ナーガールジュナの思想を論敵の方から見ているので、ナーガールジュナ自身の思想がまだよくわかりません。

《以下引用》…以上「八不」を手がかりとしてかんたんに『中論』における否定の論理を検討したのであるが、このように『中論』が種々なる否定の論理によって<法有>の主張を排斥しているのは一体何を目的としていたのであろうか。
 簡単にまとめていえば、その最後の目的は、もろもろの事象が互いに相互依存または相互限定において成立(相因待)しているということを明らかにしようとするのである。すなわち、一つのものと他のものとは互いに相関関係をなして存在するから、もしもその相関関係を取り去るならば、何ら絶対的な、独立なものを認めることはできない、というのである。…《引用終わり》


随分、簡単にまとまったもんですね…

《以下引用》…この<相因待せること>を別の語で「縁起」とよんでいる。…チャンドラキールティは、「論書(『中論』)の闡明すべき目的は、不滅等の八つの特徴によって特徴づけられた縁起である」(『プラサンナパダー』)と断言している。八不がそのまま縁起なのである。…《引用終わり》

中観派の哲学は西洋の懐疑論者たちの哲学に似ているのだそうです。

・「反対として対立しているものは、互いに他の反対のものを含意している。悪を持たない善は論理的に不可能である」(クリシッポス)

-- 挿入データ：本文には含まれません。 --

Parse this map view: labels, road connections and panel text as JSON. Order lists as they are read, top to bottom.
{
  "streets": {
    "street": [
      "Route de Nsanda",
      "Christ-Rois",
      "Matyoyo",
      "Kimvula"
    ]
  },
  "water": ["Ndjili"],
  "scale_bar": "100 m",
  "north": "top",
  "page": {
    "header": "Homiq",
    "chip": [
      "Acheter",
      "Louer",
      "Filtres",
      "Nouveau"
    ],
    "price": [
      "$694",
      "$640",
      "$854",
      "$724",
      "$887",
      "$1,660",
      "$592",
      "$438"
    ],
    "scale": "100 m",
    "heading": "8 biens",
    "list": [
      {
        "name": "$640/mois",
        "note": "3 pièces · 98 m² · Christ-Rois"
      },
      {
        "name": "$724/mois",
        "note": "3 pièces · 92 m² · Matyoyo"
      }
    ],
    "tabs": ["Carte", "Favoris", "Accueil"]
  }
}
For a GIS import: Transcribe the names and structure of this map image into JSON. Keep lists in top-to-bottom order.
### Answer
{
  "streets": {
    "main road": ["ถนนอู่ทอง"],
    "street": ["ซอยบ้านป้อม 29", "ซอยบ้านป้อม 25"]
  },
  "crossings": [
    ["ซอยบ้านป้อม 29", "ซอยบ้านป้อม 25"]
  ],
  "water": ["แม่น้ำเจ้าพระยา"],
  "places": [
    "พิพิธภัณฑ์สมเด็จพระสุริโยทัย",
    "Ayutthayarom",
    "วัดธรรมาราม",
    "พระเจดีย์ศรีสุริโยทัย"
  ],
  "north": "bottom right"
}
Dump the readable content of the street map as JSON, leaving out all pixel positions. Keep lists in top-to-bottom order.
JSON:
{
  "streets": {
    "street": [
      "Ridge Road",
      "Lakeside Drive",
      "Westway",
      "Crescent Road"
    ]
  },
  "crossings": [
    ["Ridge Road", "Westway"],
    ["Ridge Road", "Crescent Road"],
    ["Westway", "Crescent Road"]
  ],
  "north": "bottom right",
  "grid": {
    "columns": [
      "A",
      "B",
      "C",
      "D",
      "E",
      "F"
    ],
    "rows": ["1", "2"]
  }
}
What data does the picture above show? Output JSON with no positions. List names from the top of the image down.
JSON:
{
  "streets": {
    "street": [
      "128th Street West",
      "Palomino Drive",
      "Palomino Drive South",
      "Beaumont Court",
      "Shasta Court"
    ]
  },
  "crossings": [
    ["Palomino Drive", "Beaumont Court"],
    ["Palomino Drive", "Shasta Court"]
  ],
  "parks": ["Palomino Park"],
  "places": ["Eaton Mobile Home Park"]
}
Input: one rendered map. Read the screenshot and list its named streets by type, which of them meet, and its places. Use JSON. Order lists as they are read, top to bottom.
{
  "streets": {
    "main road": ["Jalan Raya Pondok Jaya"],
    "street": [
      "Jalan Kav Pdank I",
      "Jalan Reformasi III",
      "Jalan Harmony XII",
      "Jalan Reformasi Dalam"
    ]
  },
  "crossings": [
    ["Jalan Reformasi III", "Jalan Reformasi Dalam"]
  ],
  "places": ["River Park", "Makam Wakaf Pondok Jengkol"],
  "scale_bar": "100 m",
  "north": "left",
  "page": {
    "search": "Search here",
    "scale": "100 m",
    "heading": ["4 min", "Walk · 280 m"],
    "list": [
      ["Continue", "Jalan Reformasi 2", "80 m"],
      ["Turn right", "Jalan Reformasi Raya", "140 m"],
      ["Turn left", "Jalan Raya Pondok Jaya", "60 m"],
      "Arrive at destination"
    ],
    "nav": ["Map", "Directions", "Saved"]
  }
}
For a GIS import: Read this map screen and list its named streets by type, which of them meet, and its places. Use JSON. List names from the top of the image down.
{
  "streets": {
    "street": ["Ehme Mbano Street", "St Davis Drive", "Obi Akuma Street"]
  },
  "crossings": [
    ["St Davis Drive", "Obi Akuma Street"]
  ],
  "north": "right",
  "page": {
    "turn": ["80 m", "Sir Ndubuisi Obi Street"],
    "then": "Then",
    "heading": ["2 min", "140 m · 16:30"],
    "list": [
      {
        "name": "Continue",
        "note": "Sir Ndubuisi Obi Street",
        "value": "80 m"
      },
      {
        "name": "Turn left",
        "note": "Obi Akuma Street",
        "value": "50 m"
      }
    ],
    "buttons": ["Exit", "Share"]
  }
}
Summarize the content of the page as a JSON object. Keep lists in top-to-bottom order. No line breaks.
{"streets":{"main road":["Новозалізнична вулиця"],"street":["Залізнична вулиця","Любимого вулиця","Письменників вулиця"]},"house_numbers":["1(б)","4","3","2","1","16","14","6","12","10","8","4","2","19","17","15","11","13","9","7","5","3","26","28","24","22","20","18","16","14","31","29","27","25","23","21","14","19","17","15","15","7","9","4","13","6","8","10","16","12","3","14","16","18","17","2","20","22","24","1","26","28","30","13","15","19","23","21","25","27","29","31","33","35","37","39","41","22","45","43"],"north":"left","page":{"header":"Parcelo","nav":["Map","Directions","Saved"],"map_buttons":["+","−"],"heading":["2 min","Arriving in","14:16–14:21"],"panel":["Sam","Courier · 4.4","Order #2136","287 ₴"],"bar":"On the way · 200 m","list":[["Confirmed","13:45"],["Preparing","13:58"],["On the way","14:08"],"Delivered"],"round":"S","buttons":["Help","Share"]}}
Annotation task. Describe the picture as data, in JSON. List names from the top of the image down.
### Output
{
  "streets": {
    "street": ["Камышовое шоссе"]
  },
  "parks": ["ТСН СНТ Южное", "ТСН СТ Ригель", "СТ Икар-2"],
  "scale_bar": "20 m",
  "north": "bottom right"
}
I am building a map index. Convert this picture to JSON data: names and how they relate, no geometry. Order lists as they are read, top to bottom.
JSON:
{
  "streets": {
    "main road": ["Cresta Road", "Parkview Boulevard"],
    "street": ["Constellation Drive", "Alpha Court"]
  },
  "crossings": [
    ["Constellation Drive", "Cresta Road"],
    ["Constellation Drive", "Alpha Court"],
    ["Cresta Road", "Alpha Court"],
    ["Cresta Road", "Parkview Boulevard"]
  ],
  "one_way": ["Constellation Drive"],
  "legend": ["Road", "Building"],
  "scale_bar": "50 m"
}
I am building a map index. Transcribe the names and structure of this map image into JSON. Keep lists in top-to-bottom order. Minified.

・「悪が存在しなくても善は存在し得たと考える人々ほどばかげたものは無い。善と悪とは対立しているのであって、両者は対立において存立するにちがいない」(B.ラッセル)

・「浄と不浄とは互いに依存して成立する」(『中論』)

・「喧嘩するほど仲がいい」(昔の日本人)…ちょっと違うかな?

確かに似てますね。でも、ここで終わらずに、この論理を通して縁起を解明したのがナーガールジュナの凄いところのようです。